London market rallies at end of a turbulent week that saw a Prime Minister take office and the death of the Queen
- The FTSE 100 index rose 1.2 per cent, or 89.01 points, to 7351.07
- FTSE 250 gained 1.6 per cent, or 309.74 points, to 19188.03
- Sterling was also on rise against dollar as mighty greenback took a breather
The London market rallied at the end of a turbulent week that saw a Prime Minister take office and the death of the Queen.
As the stock exchange said trading would carry on as normal, the FTSE 100 index rose 1.2 per cent, or 89.01 points, to 7351.07 and the FTSE 250 gained 1.6 per cent, or 309.74 points, to 19188.03.
Sterling was also on the rise against the dollar as the mighty greenback took a breather from its recent charge higher. Having hit a 37-year low of $1.1406 on Wednesday, the pound rose as high as $1.1647 before easing.
Rally: The FTSE 100 index rose 1.2 per cent, or 89.01 points, to 7351.07 and the FTSE 250 gained 1.6 per cent, or 309.74 points, to 19188.03
The twin rallies on stock and currency markets came at the end of a week that saw the death of Queen Elizabeth II days after Liz Truss succeed Boris Johnson as Prime Minister.
City figures said the mood in the Square Mile was subdued as the nation – and the world – came to terms with the Queen’s death.
Phillip Wale, chief executive at stock broker WH Ireland, said: ‘Everybody feels numb on the trading floor. We have had some client meetings but to be honest nobody has talked about stocks and shares. It is a sombre day but business goes on. The stock market and the pound has shown some resilience.’
Adam Pollock, director at wealth manager Oberon Investments, added: ‘A very sad day.
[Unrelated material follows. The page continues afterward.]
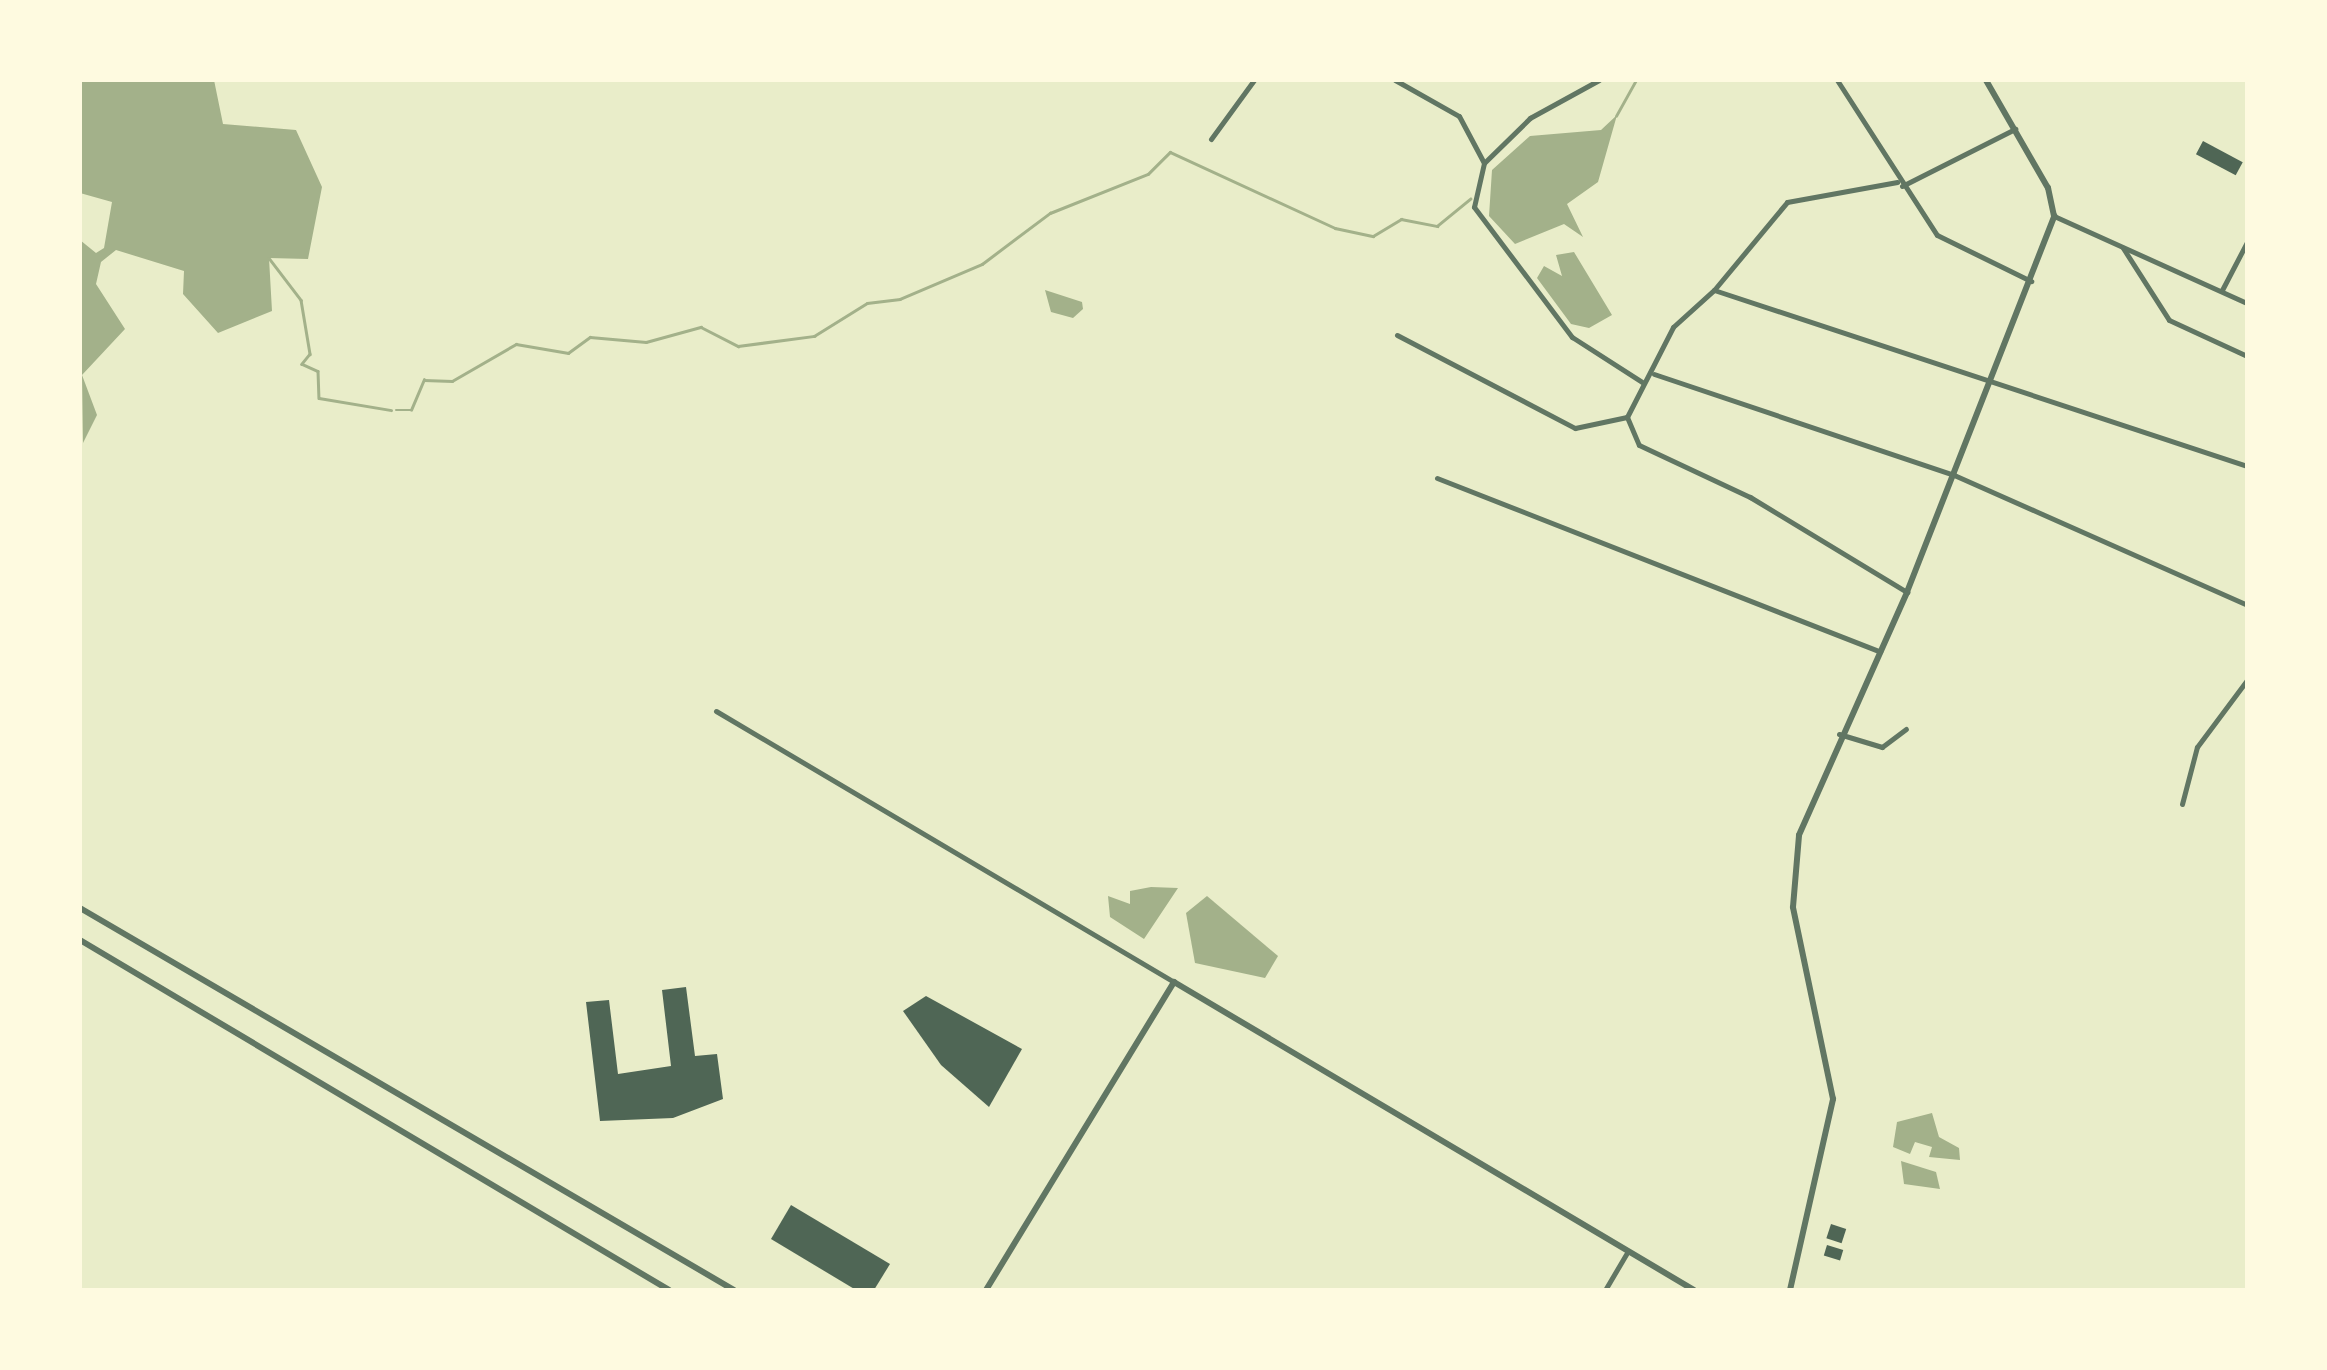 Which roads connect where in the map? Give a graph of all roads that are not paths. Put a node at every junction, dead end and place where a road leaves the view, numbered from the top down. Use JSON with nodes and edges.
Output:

In the spirit of the Royal Family the show must go on.’
The London Stock Exchange said it would stay open during the official period of mourning, but will close on the day of the funeral as it is expected to be a public holiday.
But while the stock market remains open, the Bank of England postponed next week’s crucial meeting of the Monetary Policy Committee that sets interest rates.
The panel – led by governor Andrew Bailey – was widely expected to announce another hike in interest rates on Thursday as it steps up its fight against sky-high inflation. The Bank was tipped to raise rates by another 0.5 percentage points – taking them from 1.75 per cent to 2.25 per cent – although an even bigger 0.75 percentage point increase was also seen as an option.
But the Bank said this month’s meeting of the MPC has been pushed back by a week ‘in light of the period of national mourning now being observed in the United Kingdom’.
Despite the turmoil, the pound regained ground against the dollar having plunged to its lowest level since 1985 earlier in the week. And respected investor Bill Gross, who co-founded Pacific Investment Management Co, is betting on sterling to recover over the coming months.
He said: ‘Continued large trade deficits and a ceiling on the Fed’s ability to raise rates to anticipated levels due to future recession will limit further depreciation of the pound and likely lead to future increases compared to the dollar.’